China takes aim at those opposing economic reforms

China's Communist Party has launched a drive to re-register its 40 million members, aiming to discipline - or perhaps expel - those deemed either corrupt or in opposition to senior leader Deng Xiaoping's economic reforms.

This second phase of a three-year disciplinary campaign came sooner than expected, indicating a desire to speed up the urban-industrial reforms announced last month.

The campaign's task of achieving ideological unity in the party originally involved attacking the ''errors of the left and the right'' - but in practice the emphasis has been on negating the ''leftist'' influences remaining from the years of the Cultural Revolution (1966-76). Half of the party's members were recruited during these years when factional fighting and ''ultra-left'' thinking was at a peak.

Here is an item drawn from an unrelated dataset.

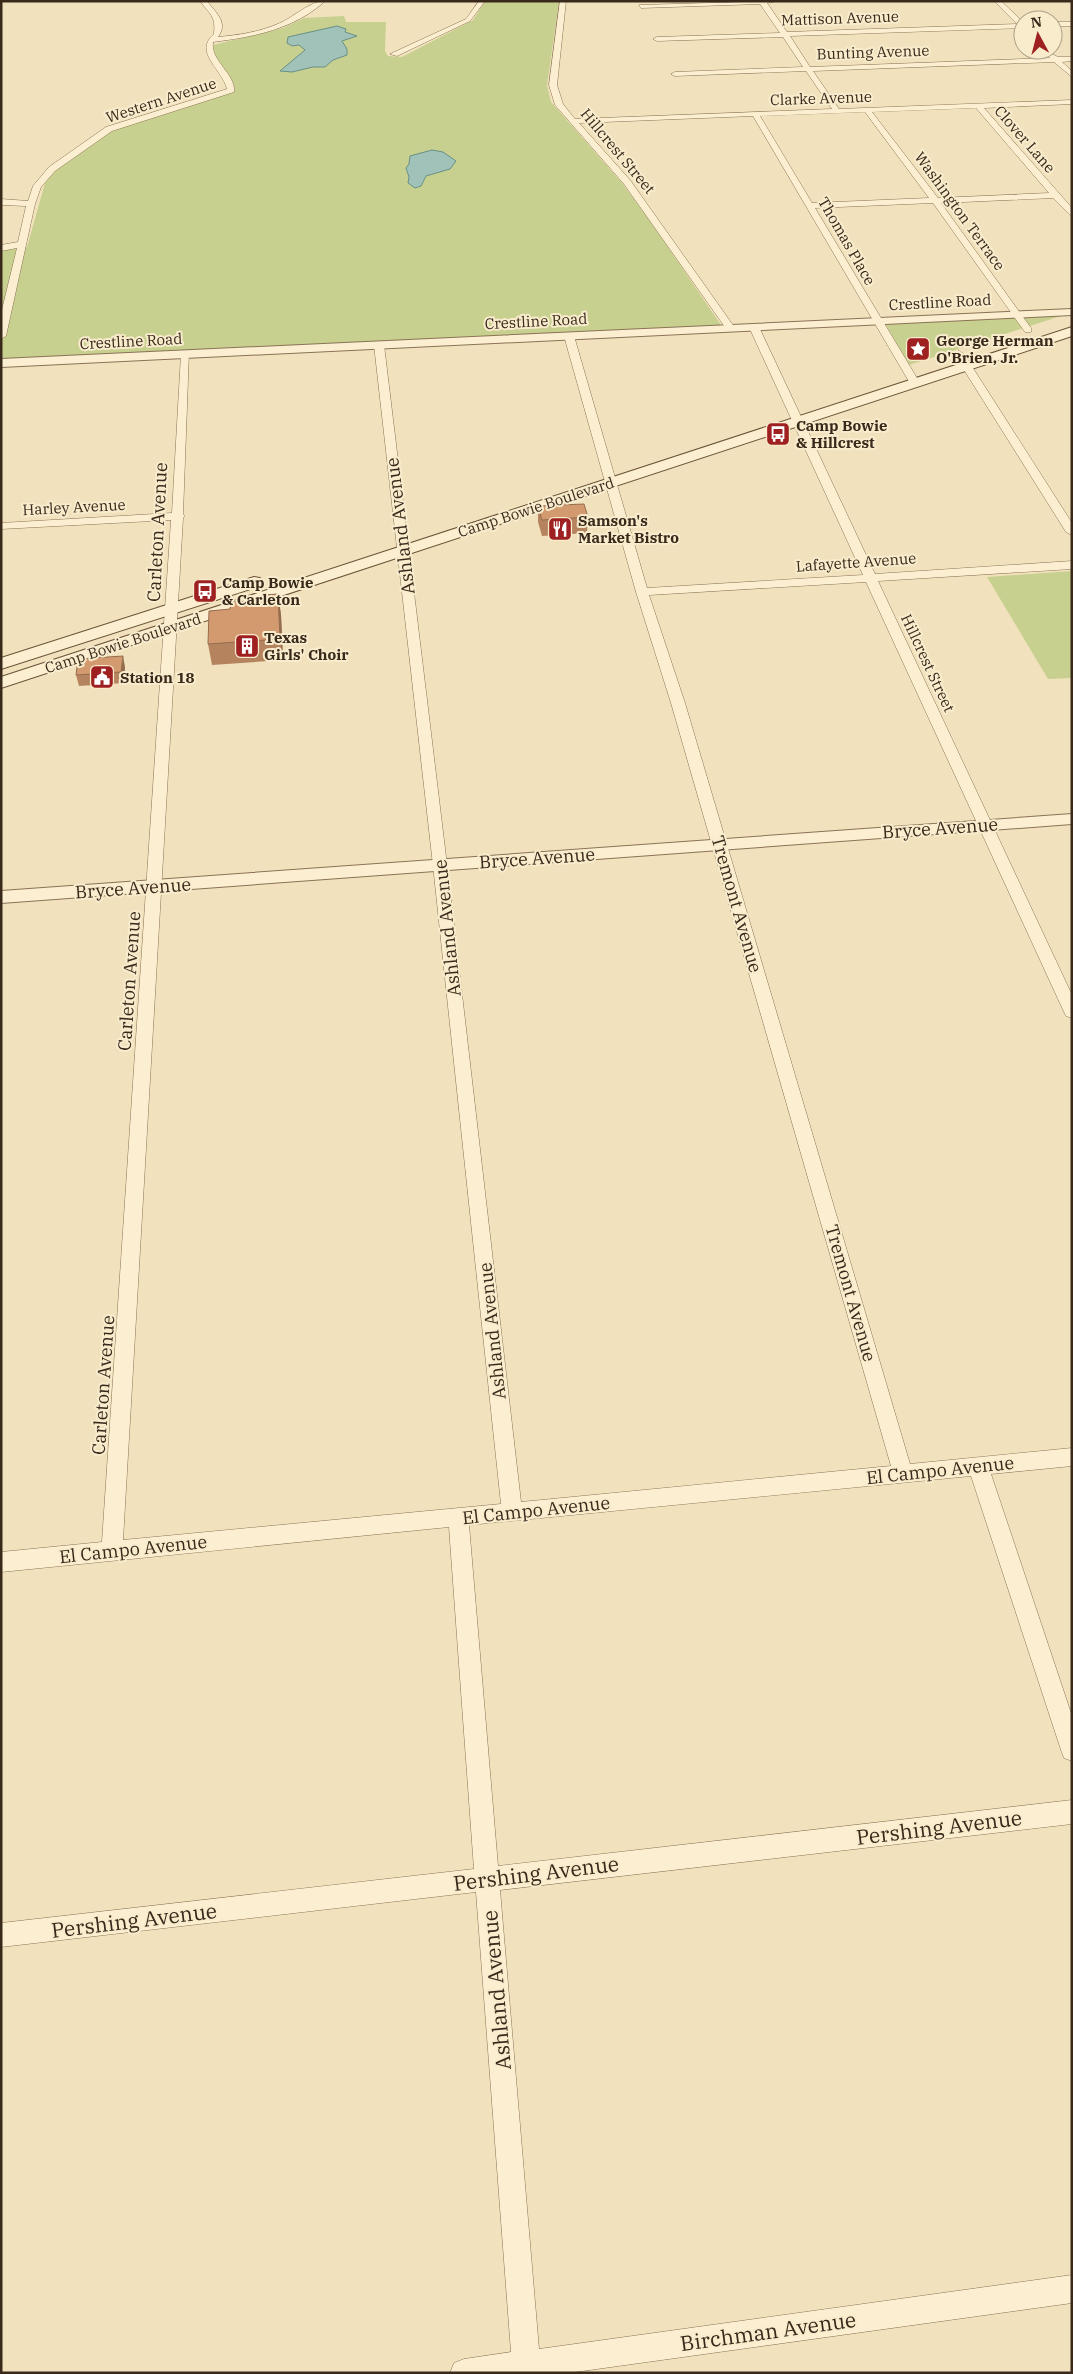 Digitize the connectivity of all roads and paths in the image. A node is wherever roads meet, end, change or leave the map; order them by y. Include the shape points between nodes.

Now it seems most of what happened then can be forgiven - if the people in question wholeheartedly embrace the new policies, which began with agriculture reforms in 1978.

Thus the rectification campaign and Mr. Deng's reforms have been closely linked.

A circular from the party's ''rectification guidance committee,'' publicized in leading Chinese newspapers over the weekend, called for ''serious disciplinary actions'' against those members who have violated party rules and harmed party interests. The notice advised those party organizations which had completed the first phase of the rectification campaign, which began 13 months ago, ''to seriously carry out organizational disciplinary actions in re-registration.''

Party members will face the reselection process over the next two years and those considered unsuitable for membership can be expelled, the New China News Agency said. The party circular said that members must be shown written assessments of themselves and must be able to defend themselves if accused of misdoings.

Explusions in Phase 2 of the campaign are likely to be few. Party General Secretary Hu Yaobang said earlier this year that eventually only about one-tenth of 1 percent of the party's members, or about 40,000 people, would be expelled. Mr. Hu said in July that 3,000 people had been expelled in the first eight months of the campaign.

On Sunday, Deng called on the country's aging leadership to step aside for a new generation.

''Promote and make way for the young,'' the People's Daily newspaper quoted the 80-year-old Deng. ''This will involve the reassessment of members in party organizations from the top of government to the grassroots level.''

Promotion of younger people might require ''bending the rules a little,'' he said.

''Making way for the young means that old people must be enlightened persons and of their own accord give up a few positions,'' Deng said.

The party rectification campaign began in October 1983 to correct the problems and failings of the party, according to the statement issued then by the party's Central Committee.

However, the campaign has been widely interpreted as a purging of opposition to Deng and the reforms he has initiated over the past six years. A large portion of the study documents for the first phase of the campaign were speeches and writings by Deng.

According to the original plan, a major purpose of the campaign was to identify and to remove three types of persons associated with the Cultural Revolution:

* People who then rose to prominence by forming factions and siezing political power ''in rebellion;''

* Those who promoted the ''leftist'' ideas of the ''gang of four,'' lead by Mao Tse-tung's widow;

* And those who indulged in violence against people and property.

In principle, these people are to be expelled from the party, unless they mend their ways.

Apparently most such party members have mended their ways.

Except for a few prominent cases, the party has not used this campaign to purge members caught up in the madness of the Cultural Revolution - perhaps because the scale of such a purge would be so massive. It would be too difficult to prosecute the large volume of cases in a way that would not divide the party and disrupt social order.

The rule for the party's discussion and ''self criticism'' sessions this past year has been for everyone to agree that everyone was wrong in those political disputes and that it is pointless to harbor resentments or to try to even the score after eight years or more have passed. Only the highest level and most unrepentant ''leftists'' have been held responsible for their behavior and disciplined.

Party members' political attitudes have come to be tested by their support for and implementation of the economic reform programs. In this way the reformers have identified those opposed to them and their policies with the excesses of the Cultural Revolution and the policies of the ''gang of four.'' And the reformers have consolidated their political support.

The more practical disciplinary work tied to the rectification campaign has involved cracking down on such mundane crimes as abusing party privileges, bribery, and other violations of party work rules. For instance, thousands of such cases were ''corrected'' in the northeast province of Hebei since the campaign began, the People's Daily reported last month.

The newspaper did not say how many were expelled or jailed for the corrupt practices. The abuses included giving hard-to-get jobs to children of party members, maintaining housing space in excess of entitlements, the illegal transfer of residential registration from rural to urban areas, and accepting bribes in the form of goods and services.